Apollo 8 blastoff, Cape Kennedy, Fla., Dec. 21, 1968.

Apollo 8 blastoff, Cape Kennedy, Fla., Dec. 21, 1968. // AP Photo

It has not flown for more than 40 years, but the Saturn V remains the tallest and heaviest rocket ever operated. It is one of the most commanding vehicles ever made, as it’s still the only form of transportation that allowed human beings to leave low Earth orbit.

Last week, Maxim Sachs, a YouTube user who makes animations to experiment with 3-D modeling software, illustrated the Saturn V rocket in a novel way. The animation showed how much fuel was burned by the titanic rocket during takeoff, expressed not in terms of pounds or liters, but elephants.

Elephants—shooting out of the rear of the rocket, clumping on the tarmac. The short video soon became a GIF, and from there it traversed Twitter, Facebook, and digital parts unknown:

I saw this GIF. I chuckled. And then I wondered: Is it accurate?

Journalism—clear-eyed, white-knuckled, no-illusions journalism—was clearly needed here. How many elephants of fuel did a Saturn V burn per second?

The Saturn V’s first stage lasted 180 seconds, so it’s the only stage that appears in this video.
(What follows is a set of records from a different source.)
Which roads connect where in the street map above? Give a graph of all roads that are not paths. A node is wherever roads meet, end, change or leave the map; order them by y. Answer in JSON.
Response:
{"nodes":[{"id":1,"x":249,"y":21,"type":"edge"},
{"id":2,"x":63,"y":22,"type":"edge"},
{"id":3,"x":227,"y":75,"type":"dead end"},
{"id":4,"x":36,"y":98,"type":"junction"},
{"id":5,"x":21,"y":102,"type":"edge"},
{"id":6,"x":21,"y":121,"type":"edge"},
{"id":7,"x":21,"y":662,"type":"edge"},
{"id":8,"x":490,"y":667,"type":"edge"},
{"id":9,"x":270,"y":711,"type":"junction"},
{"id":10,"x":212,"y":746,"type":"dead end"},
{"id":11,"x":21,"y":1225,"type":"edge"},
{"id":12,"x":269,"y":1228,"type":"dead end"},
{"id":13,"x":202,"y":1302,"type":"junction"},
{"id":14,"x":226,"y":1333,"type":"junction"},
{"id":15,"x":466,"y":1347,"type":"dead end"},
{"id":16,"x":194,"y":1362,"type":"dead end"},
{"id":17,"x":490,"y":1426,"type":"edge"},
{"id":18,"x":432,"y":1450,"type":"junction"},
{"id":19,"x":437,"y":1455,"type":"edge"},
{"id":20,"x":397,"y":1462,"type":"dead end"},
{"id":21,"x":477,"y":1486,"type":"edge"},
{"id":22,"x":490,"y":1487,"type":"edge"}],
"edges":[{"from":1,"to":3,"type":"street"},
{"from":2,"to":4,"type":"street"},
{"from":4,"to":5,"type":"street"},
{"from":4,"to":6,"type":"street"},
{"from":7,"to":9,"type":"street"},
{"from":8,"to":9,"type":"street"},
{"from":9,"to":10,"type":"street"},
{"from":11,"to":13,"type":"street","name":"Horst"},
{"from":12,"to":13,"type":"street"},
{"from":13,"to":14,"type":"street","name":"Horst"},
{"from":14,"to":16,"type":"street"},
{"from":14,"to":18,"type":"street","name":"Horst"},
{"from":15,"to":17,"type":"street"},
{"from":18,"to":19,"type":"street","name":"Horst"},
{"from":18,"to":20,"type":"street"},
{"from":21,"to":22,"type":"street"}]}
According to this NASA news reference, released during the Apollo years and provided to The Atlantic by the space agency’s history office, the Saturn V’s first stage used two different chemicals.
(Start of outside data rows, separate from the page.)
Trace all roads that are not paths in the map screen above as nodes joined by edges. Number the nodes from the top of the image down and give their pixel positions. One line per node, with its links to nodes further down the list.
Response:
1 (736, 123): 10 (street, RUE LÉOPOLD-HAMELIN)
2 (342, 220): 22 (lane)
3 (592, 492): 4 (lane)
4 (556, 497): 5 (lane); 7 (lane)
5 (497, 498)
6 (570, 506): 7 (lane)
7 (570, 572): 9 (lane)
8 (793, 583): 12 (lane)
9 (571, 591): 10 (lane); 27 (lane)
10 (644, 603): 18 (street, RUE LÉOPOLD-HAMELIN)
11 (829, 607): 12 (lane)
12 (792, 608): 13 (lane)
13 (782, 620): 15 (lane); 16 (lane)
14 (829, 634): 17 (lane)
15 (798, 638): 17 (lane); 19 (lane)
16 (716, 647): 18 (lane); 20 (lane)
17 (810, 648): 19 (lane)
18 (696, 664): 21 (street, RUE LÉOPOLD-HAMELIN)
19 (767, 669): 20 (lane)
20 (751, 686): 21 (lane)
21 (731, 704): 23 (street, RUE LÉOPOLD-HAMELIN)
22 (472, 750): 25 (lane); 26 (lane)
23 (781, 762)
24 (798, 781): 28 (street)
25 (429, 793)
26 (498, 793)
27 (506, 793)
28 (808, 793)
The first was RP-1, a form of refined petroleum that is stable at room temperature and served as the rocket’s fuel. The second, liquid oxygen, oxidized the fuel and permitted it to burn. The modern Soyuz launch vehicle, as well as the American Antares and Falcon 9 crafts, still use this combination of liquid oxygen and RP-1.

So. The first stage consumed 1,400,000 lbs of RP-1 and 3,178,000 lbs of LOX. That’s 4,578,000 lbs of expended chemical in total.

4.6 million lbs of elephant. How many creatures is that?

It depends on the kind of elephant you’re talking about.

Asian elephants and African forest elephants can both grow to be 6,000 lbs. (Did you know that, in 2010, biologists divided the African elephant into two distantly related species? Neither did I.) But African bush elephants, the largest land animal in the world, can grow to be 14,000 lbs.

Divide one by the other and you arrive at between about 760 and 330 elephants being on order during the Saturn V’s 2.5-minute first stage. On the high side, that’s more than four elephants per second. That’s not anything close to the GIF above, which uses the far more conservative estimate of 1.36 elephants per second. Still, it gets the point across: Big Rocket Is Big.